Agriculture venture capital firm Greenrock is fundraising for a $10 million fund to invest into protected cultivation farming projects in India.
The fund, Green Rock Ventures, will provide overseas investors with rare exposure to India’s agricultural land market; foreign ownership of farmland is prohibited but the ownership of greenhouses and corresponding land is not.
The fund will offer investment returns based on the production of fruit and vegetables, but there is also a real estate play, according to Jozef Bardik, Greenrock’s managing director.
“There are tight guidelines on foreign land ownership but ultimately, if you want to put up a greenhouse, you are allowed to own the land below it in some Indian states,” he said. “Greenhouses are the only way to get access to agricultural land in India and we think our project will have double bottom line return both from agriculture and land appreciation, while also having a social impact on the local communities which we support.”
The fund has already invested $1 million from angel investors and expects to close on $10 million by the end of the year.
And the firm itself, a joint venture between Indian agricultural enterprise Hosachiguru and Slovakian venture firm Werbau, has raised $4 million to start investing in its first pilot farm, build up the organisation’s capabilities and purchase operational machinery supplies such as cold storage. That round was raised from Werbau, US venture capital firm Anthropic and individuals from India and the EU that will own direct stakes in the initial projects.
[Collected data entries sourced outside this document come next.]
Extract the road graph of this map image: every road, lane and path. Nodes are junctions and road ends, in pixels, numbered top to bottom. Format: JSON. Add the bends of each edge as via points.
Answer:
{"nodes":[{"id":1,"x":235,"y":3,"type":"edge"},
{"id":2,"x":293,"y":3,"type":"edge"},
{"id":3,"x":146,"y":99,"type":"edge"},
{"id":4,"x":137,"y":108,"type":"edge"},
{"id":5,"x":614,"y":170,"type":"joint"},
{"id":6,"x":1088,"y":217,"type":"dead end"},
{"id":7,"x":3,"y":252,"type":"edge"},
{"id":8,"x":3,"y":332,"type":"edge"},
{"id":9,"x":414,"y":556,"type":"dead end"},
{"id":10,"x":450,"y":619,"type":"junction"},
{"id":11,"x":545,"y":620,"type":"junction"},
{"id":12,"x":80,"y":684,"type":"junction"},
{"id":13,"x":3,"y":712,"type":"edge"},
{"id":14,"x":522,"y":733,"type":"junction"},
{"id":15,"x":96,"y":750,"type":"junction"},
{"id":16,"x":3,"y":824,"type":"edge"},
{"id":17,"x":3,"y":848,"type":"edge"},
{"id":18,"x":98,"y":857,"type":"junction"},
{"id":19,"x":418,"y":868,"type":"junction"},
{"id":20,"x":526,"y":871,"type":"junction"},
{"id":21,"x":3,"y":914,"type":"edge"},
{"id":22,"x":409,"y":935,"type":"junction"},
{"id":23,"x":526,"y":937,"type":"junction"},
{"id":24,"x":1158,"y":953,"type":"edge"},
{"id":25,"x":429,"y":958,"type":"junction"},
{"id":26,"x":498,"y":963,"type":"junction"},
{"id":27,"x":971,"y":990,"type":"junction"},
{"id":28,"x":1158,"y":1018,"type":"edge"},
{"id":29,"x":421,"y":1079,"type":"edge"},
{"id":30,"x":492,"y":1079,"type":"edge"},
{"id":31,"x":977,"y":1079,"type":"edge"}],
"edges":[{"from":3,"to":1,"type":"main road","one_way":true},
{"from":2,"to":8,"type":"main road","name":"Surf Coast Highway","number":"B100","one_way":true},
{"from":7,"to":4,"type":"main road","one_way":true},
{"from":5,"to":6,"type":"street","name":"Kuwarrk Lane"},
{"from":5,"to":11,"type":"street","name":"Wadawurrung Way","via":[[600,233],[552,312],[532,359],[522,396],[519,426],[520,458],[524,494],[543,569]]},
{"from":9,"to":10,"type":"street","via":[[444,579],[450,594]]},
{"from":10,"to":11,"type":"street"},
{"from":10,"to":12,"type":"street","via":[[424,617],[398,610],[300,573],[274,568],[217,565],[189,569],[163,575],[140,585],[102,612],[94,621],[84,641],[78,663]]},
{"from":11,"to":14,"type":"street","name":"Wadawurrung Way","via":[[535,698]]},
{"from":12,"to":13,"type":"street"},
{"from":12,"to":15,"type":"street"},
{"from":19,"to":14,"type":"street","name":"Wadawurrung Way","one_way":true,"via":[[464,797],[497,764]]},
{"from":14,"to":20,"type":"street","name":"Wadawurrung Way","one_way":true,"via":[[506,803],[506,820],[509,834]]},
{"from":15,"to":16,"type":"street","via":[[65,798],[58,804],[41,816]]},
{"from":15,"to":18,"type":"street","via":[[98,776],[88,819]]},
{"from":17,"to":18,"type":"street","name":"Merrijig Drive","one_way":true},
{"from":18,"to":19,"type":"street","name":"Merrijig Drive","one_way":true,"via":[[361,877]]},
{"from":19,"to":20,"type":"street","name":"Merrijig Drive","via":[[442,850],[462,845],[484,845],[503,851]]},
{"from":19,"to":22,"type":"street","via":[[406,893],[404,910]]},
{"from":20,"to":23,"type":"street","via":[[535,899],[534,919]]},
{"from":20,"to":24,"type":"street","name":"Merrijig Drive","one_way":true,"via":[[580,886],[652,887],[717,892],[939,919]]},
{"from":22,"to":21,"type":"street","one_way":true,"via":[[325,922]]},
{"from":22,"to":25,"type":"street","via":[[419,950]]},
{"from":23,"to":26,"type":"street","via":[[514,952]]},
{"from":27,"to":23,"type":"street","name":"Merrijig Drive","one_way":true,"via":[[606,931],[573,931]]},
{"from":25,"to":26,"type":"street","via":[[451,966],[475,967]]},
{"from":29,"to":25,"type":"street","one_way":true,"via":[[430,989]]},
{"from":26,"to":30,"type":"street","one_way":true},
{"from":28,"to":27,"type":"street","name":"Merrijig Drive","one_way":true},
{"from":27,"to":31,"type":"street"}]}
This group of investors owns a special purpose vehicle holding around five acres of land and greenhouses. But the firm is now preparing the due diligence and legal framework to launch a fund, according to Bardik.
On the first farm, Green Rock is expecting gross returns of around 20 percent to 25 percent from agricultural production with more upside from real estate on top. But for other projects the company does not want to predict target net returns for investors of more than 15 percent as the macroeconomic environment looks set for some stabilisation in the Indian economy which could impact yields if inflation falls, said Bardik.